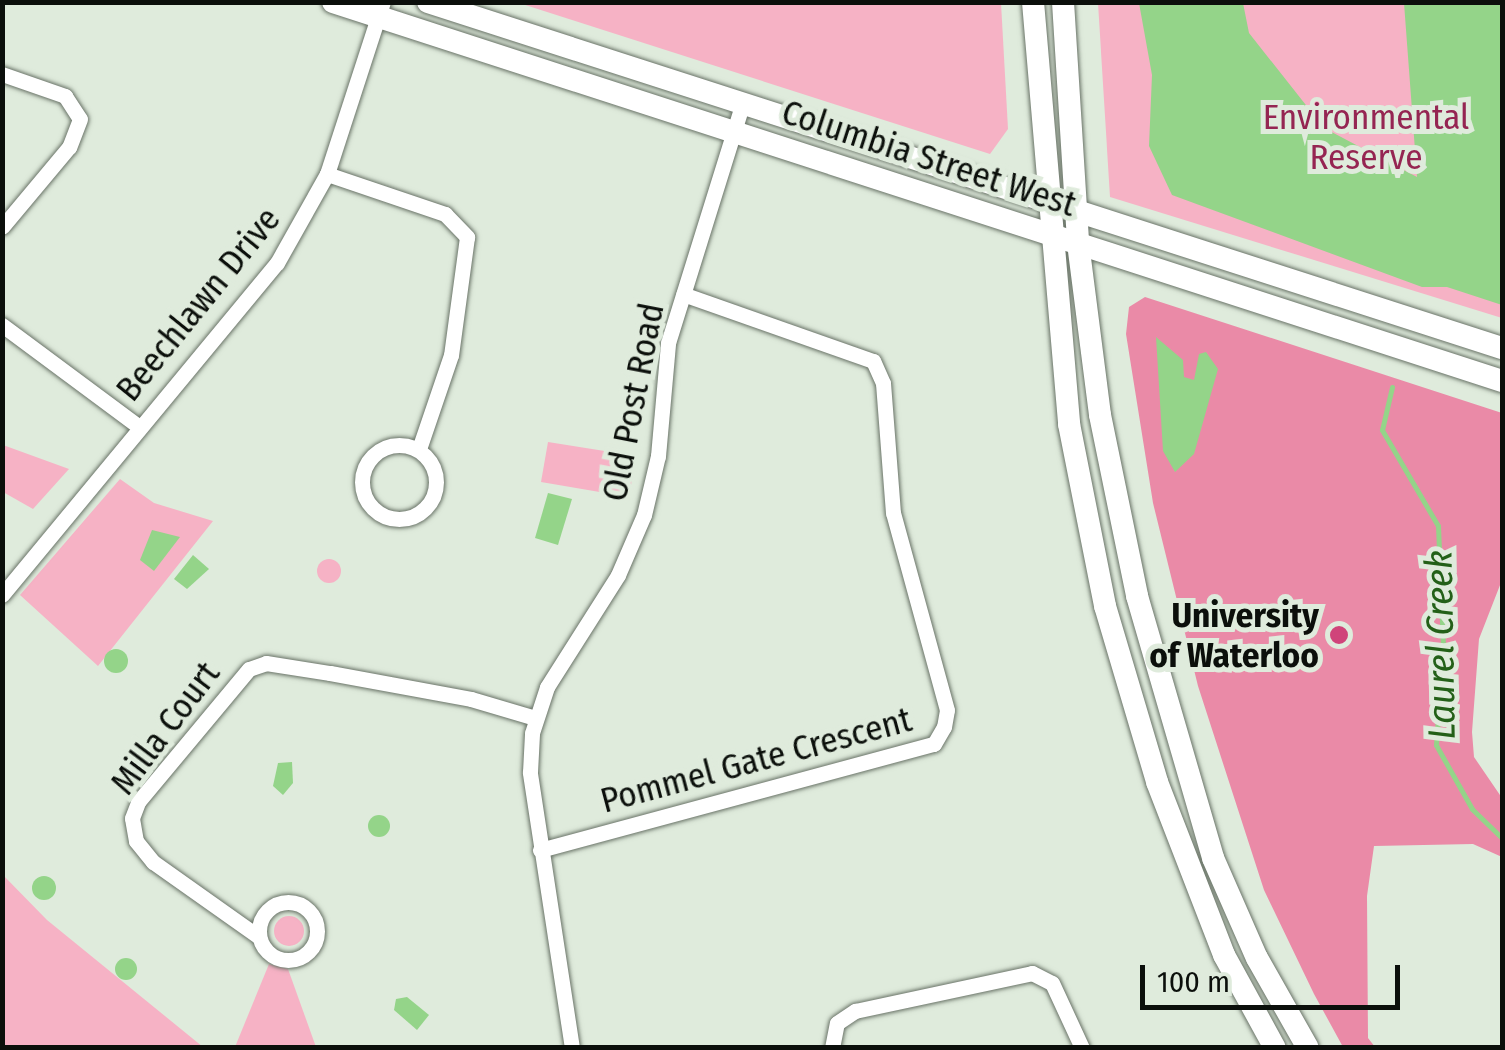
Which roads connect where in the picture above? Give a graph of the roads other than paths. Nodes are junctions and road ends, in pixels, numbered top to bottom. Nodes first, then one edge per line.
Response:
1 (333, 2) edge
2 (428, 2) edge
3 (1033, 2) edge
4 (1063, 2) edge
5 (380, 9) edge
6 (2, 74) edge
7 (742, 105) junction
8 (734, 132) junction
9 (327, 174) junction
10 (1047, 199) junction
11 (1076, 208) junction
12 (2, 226) edge
13 (1050, 233) junction
14 (1078, 243) junction
15 (683, 294) junction
16 (2, 325) edge
17 (1502, 348) edge
18 (1502, 381) edge
19 (138, 426) junction
20 (419, 450) junction
21 (2, 595) edge
22 (535, 718) junction
23 (540, 850) junction
24 (259, 936) dead end
25 (572, 1048) edge
26 (832, 1048) edge
27 (1082, 1048) edge
28 (1275, 1048) edge
29 (1308, 1048) edge

1 - 5 main road, Columbia Street West
2 - 7 main road, Columbia Street West
3 - 10 main road
4 - 11 main road
5 - 8 main road, Columbia Street West
5 - 9 street, Beechlawn Drive
6 - 12 street
7 - 8 street, Old Post Road
7 - 10 main road, Columbia Street West
8 - 13 main road, Columbia Street West
8 - 15 street, Old Post Road
9 - 19 street, Beechlawn Drive
9 - 20 street
10 - 11 main road, Columbia Street West
10 - 13 main road
11 - 14 main road
11 - 17 main road, Columbia Street West
13 - 14 main road, Columbia Street West
13 - 28 main road
14 - 18 main road, Columbia Street West
14 - 29 main road
15 - 22 street, Old Post Road
15 - 23 street, Pommel Gate Crescent
16 - 19 street
19 - 21 street, Beechlawn Drive
20 - 20 street
22 - 23 street, Old Post Road
22 - 24 street, Milla Court
23 - 25 street, Old Post Road
26 - 27 street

## TRY IT
Counting only lines that hold the word "Drive", state how many there are in the data. Write the number alone.

## RESULT OF THE TASK
3